Came home, took a nap, had a shake for dinner (good Nykkit). Got a call from ecchikun, his car was dead and could I come perform some kind of rescue? Be glad to. Especially since he'd been on his way up to FW. Which meant that I got to see Angel in Gas City where we split the hundred-mile drive. Even that little bit...as small as it was...helped. Plus, I took a half an hour of it to study for the exam tomorrow (we had a 33-question pretest. We'll have a 33 question posttest that is "very similar" to the pretest. Three guesses as to what the posttest is going to be like). The cards have all the answers I need, for drug dosing and such. I'm going to be fine.
And then down to the aeroport to pick up Seron, and then home to the Gathering. And hopefully tomorrow Angel will work things out with Keith, so when we call Saturday afternoon it will be a simple matter of telling Quinby's parents what will happen.
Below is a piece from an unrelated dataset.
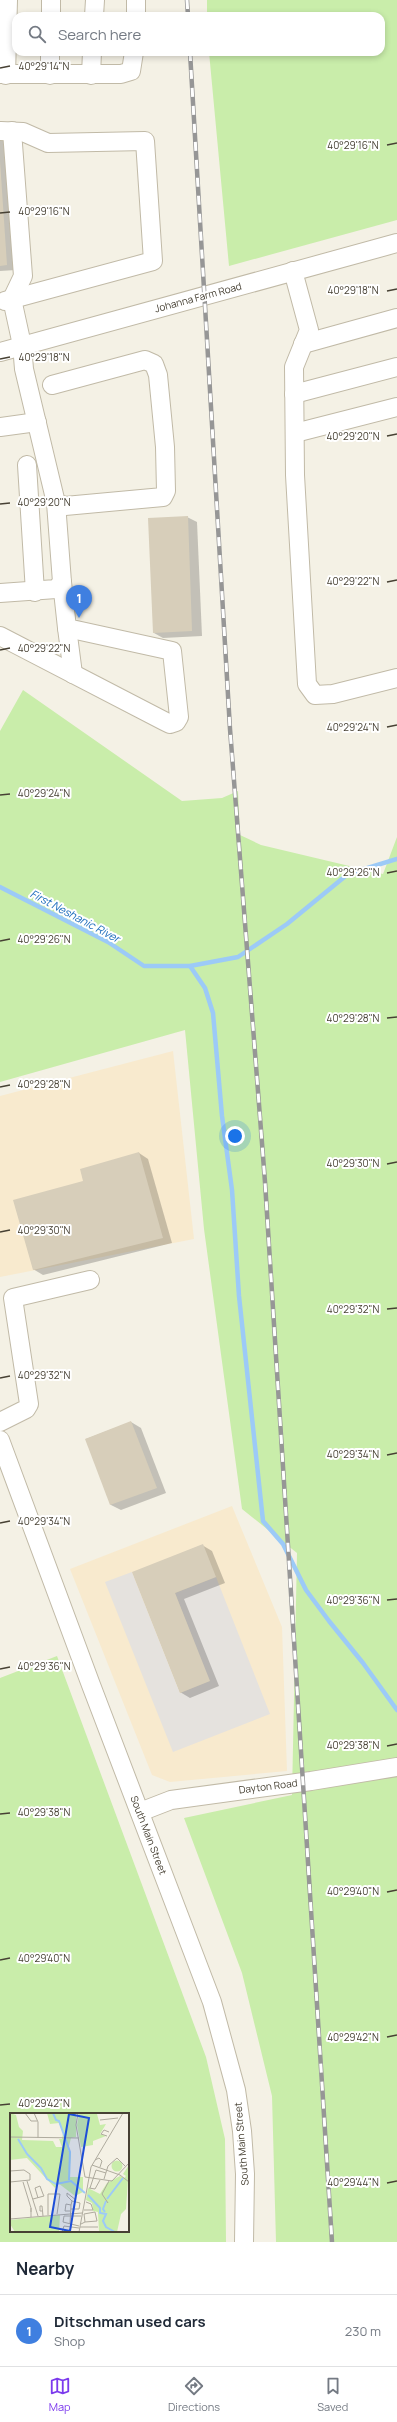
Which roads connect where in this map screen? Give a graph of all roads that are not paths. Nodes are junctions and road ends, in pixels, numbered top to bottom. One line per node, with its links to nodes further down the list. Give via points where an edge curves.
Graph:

Today, O Best Beloved, I feel better than I did yesterday. And tomorrow I will feel better yet, because I will have my Angel by my side again. Plus, I get out of class at 12-ish. And I love being able to do anything but sit in class. I think I will take Shain with me, and sit in the student lounge, and kill some time before the aeroport.

I forgot to bring a stuffed aminal. Is lonely. I don't even have my plushie stomach. Maybe that's why I had such bizarre dreams last night. It was a time-travelling romance novel plot, where the main characters were always in the wrong century to wind up with their correct partner. A strange dance.

now feeling:: optimistic optimistic

6 whispers echo . o O ( ... ) O o . whisper a word
lakos From: lakos Date: August 28th, 2003 10:10 pm (UTC) (etched in stone)
Lazarus? They had to go and make obscure references in a *training video*? Gyah...
ayradyss From: ayradyss Date: August 28th, 2003 10:26 pm (UTC) (etched in stone)
Think you're digging too hard, lover. Sometimes a trendy department store is just a trendy department store.
attickah From: attickah Date: August 29th, 2003 07:34 am (UTC) (etched in stone)
Actually, that's the first thing I thought of, too...mainly because we don't have an lazarus department stores up here. I hadn't heard of them until I lived in Evansville.
mama0807 From: mama0807 Date: August 29th, 2003 08:49 am (UTC) (etched in stone)
'Swoop and scoop' would have been my choice as well...get vitals in the back of the rig. If the patient is presenting wih full CVA symptoms the biggest priority should be to get them to definitive care asap.

I saw this happen once, before I became an EMT. I was in EMT-school at the time though. I was working at a dept. store and a woman started stroking out. Medics came, and all they did in the store was put her on the stretcher and load her up.
fyrfitrmedic From: fyrfitrmedic Date: August 29th, 2003 04:27 pm (UTC) (etched in stone)
[nodding in agreement]

Much can be done in the back of the bus, why waste time and brain tissue on location?
mama0807 From: mama0807 Date: August 29th, 2003 05:17 pm (UTC) (etched in stone)
And that is the reason I think there should be at least 2 people in the back of the rig, to divide up duties. Granted, it's hard to do that at times in a volly service, but I don't think it's fair for the medics to have to do everything.
I have a rule. If you're in the back of the rig with me, you are going to work. If you're not EMT-certed and can't do vitals you can sure as hell get patient info.